▶ YOUR TASK: Pick each line containing the word "Bainbridge" out of the data below.

——

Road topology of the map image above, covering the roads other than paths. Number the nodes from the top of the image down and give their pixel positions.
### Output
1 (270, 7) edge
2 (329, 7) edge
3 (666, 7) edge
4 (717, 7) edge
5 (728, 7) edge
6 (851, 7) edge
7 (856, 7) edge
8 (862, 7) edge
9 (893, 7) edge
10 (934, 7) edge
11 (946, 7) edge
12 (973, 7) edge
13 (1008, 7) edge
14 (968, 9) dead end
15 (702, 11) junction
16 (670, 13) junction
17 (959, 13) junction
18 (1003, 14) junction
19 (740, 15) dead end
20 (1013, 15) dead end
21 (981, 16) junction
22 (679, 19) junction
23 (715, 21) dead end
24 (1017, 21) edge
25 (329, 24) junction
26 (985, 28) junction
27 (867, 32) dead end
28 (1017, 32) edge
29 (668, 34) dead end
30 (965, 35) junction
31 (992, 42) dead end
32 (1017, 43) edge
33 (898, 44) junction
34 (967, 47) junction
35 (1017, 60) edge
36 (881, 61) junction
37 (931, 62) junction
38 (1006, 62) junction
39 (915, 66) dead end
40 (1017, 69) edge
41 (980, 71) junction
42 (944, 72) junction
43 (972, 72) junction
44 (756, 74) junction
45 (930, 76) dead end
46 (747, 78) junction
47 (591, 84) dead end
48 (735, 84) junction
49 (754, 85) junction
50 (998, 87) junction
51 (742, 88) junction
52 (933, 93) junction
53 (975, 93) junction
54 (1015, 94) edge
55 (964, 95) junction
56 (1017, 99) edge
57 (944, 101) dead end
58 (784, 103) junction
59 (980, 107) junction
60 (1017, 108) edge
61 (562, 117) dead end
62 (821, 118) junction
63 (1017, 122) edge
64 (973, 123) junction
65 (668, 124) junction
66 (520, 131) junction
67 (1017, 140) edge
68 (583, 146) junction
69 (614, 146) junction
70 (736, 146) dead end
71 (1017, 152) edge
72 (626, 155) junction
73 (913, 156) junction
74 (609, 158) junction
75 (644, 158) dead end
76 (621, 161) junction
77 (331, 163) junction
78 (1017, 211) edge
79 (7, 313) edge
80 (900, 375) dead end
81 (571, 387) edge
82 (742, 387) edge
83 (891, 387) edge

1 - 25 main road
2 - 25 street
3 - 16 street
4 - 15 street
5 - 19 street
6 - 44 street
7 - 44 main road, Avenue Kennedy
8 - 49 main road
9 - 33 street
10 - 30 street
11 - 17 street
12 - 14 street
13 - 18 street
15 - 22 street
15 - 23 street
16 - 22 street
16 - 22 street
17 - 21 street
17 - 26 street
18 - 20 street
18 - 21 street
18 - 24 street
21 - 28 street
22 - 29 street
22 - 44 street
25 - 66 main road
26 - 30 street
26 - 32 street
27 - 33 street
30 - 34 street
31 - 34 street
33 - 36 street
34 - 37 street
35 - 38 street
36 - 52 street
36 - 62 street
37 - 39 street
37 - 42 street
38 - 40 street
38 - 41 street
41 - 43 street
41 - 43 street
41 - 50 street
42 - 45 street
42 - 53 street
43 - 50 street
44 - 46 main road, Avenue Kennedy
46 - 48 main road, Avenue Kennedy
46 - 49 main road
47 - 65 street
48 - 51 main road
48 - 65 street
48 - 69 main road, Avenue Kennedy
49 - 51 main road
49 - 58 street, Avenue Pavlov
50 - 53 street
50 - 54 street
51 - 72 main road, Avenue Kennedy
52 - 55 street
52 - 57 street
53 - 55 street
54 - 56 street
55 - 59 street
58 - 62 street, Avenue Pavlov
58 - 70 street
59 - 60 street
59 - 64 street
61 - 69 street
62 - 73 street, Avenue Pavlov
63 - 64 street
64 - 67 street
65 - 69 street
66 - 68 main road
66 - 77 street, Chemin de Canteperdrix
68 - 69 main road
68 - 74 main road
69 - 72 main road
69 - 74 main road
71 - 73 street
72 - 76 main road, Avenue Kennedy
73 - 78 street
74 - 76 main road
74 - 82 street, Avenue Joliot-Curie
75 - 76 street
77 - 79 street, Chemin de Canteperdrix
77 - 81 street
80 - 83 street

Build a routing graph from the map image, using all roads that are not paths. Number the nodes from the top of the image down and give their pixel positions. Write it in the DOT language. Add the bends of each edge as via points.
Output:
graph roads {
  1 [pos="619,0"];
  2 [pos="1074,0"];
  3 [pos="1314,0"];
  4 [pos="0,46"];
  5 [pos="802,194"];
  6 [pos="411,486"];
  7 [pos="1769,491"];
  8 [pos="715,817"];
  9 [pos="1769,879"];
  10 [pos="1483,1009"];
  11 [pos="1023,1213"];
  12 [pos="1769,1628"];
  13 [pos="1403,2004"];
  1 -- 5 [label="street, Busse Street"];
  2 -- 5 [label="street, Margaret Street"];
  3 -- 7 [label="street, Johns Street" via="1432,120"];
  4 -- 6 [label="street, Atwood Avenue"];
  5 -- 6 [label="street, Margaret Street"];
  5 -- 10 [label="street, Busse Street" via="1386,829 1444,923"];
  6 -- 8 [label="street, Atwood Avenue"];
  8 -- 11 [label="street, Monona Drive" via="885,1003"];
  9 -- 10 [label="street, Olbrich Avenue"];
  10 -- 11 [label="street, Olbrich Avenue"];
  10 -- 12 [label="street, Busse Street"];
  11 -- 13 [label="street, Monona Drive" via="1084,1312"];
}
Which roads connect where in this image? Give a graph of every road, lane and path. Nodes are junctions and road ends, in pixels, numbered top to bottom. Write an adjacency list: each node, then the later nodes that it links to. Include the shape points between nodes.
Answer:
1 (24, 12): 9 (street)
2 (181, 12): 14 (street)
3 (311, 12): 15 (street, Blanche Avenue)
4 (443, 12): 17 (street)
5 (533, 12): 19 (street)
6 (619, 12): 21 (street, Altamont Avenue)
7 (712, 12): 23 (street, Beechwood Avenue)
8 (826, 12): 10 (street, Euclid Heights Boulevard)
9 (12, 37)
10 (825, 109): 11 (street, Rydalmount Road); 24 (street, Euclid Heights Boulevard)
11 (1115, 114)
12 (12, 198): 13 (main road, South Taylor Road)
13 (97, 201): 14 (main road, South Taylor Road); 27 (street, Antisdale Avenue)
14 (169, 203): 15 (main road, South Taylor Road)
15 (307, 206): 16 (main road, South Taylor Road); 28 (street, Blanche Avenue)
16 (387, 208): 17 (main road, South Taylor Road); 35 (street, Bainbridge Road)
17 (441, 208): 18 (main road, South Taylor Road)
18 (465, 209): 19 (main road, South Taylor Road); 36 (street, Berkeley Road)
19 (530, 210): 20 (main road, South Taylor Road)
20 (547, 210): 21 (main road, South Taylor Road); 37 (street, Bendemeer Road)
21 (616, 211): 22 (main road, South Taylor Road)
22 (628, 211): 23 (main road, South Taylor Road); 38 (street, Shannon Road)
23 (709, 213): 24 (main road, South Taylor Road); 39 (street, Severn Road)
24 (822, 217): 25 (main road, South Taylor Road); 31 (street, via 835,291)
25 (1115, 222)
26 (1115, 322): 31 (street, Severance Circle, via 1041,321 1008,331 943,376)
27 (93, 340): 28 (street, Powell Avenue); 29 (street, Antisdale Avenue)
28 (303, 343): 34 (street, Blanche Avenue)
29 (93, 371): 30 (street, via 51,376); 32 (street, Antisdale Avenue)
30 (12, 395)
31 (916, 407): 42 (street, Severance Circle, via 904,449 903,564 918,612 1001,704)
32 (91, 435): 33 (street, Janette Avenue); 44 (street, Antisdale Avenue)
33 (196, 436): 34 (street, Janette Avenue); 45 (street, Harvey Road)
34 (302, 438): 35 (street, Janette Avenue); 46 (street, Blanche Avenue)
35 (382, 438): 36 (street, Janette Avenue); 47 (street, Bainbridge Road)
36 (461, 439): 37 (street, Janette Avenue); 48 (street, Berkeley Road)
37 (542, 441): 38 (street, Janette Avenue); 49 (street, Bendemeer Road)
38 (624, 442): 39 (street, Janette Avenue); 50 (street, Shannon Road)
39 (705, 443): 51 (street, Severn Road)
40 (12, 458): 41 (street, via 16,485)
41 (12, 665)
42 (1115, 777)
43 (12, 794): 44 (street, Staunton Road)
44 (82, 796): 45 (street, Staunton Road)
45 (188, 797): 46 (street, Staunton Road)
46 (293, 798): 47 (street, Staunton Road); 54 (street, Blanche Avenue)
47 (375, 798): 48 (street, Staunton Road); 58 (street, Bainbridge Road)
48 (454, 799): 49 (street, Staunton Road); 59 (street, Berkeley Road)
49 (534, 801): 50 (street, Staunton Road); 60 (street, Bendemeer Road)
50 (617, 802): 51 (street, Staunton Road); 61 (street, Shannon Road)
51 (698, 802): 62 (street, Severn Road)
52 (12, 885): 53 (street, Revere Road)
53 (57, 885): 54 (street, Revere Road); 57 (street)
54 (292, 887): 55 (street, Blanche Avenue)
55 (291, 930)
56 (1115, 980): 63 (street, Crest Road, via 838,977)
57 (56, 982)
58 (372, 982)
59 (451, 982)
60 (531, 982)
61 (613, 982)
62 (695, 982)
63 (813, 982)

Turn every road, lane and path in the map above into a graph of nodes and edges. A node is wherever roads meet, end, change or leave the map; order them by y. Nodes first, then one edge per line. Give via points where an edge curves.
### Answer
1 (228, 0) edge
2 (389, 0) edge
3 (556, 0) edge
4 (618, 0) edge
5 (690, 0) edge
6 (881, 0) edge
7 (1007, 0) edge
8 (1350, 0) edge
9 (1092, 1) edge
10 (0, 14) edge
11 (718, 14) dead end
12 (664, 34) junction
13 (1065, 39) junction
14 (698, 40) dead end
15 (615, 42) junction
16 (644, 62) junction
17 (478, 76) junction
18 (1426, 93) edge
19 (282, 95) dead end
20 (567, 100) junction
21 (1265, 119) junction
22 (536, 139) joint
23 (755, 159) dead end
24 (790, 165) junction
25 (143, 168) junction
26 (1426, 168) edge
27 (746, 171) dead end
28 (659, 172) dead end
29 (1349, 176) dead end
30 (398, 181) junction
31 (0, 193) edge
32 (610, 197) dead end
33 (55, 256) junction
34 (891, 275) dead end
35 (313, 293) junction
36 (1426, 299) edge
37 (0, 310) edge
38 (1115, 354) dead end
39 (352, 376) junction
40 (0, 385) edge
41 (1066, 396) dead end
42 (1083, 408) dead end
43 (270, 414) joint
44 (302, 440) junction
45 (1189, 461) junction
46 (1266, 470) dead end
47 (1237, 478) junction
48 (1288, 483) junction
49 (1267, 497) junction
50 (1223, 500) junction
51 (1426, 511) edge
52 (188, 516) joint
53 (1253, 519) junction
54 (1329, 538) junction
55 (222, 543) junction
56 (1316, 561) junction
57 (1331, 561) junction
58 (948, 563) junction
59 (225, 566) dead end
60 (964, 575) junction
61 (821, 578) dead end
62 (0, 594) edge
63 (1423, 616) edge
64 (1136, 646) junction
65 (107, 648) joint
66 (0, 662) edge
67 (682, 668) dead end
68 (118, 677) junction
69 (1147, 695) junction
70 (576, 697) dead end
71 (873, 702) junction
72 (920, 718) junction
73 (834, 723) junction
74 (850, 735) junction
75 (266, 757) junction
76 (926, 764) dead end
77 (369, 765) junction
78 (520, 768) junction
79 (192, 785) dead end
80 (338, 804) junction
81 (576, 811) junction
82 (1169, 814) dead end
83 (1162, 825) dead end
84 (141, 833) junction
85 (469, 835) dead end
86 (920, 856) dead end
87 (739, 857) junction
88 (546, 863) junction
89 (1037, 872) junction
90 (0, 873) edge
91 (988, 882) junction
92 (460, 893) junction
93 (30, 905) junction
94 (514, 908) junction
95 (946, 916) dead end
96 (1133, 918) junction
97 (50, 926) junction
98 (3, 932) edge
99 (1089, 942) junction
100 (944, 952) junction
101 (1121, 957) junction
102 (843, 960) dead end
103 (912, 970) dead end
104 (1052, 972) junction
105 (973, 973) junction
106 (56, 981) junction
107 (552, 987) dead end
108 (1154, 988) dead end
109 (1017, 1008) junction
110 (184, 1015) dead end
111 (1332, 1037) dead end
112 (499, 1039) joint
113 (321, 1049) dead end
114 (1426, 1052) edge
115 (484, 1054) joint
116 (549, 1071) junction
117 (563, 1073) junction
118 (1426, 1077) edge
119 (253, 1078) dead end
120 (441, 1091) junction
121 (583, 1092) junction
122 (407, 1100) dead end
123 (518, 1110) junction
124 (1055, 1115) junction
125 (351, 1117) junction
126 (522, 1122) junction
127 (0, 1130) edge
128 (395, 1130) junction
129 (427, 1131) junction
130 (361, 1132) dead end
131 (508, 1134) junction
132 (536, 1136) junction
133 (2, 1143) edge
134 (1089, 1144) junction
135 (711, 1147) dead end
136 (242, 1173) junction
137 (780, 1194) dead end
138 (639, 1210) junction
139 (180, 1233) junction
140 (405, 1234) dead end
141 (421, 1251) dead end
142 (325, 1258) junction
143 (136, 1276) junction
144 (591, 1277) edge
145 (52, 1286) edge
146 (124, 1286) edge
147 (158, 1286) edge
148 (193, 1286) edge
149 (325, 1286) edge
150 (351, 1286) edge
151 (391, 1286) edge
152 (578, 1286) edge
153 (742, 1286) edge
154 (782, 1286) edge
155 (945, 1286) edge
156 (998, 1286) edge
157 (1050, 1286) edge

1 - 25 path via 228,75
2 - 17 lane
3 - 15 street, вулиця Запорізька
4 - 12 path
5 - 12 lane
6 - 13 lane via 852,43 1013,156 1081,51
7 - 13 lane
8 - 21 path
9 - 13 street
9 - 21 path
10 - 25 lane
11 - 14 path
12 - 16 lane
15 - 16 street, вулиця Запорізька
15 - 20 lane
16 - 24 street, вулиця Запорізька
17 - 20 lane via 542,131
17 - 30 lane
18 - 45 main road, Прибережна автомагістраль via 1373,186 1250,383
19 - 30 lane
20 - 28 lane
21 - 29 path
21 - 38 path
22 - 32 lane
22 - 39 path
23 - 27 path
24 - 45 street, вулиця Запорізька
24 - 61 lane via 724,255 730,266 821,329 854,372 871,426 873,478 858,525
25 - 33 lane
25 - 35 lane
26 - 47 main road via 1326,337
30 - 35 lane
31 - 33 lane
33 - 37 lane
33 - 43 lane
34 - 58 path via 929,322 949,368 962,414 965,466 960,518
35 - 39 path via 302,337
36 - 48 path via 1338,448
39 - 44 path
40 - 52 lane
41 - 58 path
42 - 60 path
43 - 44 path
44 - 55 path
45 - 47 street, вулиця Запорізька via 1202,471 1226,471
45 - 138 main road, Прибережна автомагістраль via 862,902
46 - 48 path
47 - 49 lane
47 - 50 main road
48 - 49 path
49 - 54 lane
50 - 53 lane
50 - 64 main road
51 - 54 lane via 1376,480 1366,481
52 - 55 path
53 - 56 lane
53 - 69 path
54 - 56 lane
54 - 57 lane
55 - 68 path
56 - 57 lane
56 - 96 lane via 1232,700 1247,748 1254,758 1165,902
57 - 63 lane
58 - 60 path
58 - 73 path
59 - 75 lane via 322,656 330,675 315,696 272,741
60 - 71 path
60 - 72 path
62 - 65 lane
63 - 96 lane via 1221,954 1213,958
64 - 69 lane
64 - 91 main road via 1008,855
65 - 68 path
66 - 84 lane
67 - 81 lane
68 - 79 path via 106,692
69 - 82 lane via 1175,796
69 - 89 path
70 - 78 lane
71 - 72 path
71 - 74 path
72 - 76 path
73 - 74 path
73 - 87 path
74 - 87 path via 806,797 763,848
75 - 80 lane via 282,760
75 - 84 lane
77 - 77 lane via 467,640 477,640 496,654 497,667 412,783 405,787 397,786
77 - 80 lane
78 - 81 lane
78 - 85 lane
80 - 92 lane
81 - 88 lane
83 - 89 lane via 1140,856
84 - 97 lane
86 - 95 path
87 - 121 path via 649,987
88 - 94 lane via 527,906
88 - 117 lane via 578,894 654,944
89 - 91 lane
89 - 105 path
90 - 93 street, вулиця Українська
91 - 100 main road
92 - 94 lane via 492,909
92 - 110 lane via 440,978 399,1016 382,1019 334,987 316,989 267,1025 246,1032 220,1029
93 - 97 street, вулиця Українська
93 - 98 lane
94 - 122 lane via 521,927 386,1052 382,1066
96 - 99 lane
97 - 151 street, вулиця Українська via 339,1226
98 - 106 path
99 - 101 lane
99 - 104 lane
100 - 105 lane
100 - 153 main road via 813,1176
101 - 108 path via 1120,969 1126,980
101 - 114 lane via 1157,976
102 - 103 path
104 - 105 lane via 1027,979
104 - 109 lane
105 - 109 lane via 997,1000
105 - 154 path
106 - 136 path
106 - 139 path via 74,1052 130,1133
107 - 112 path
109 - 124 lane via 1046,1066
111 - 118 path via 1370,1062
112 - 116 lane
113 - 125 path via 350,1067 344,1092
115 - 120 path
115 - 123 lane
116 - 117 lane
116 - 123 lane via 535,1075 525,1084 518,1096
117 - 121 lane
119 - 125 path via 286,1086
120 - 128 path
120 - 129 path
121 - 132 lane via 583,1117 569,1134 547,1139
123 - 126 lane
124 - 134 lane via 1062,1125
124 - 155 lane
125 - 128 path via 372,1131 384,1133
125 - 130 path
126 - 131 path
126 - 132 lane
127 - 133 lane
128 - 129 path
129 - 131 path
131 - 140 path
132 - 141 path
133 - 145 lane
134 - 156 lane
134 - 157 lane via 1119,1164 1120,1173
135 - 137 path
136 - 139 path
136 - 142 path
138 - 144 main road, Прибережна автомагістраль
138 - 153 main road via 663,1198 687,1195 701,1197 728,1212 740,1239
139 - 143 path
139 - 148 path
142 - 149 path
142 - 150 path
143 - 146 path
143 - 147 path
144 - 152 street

——

▶ ANSWER FOR THIS EXERCISE:
16 (387, 208): 17 (main road, South Taylor Road); 35 (street, Bainbridge Road)
35 (382, 438): 36 (street, Janette Avenue); 47 (street, Bainbridge Road)
47 (375, 798): 48 (street, Staunton Road); 58 (street, Bainbridge Road)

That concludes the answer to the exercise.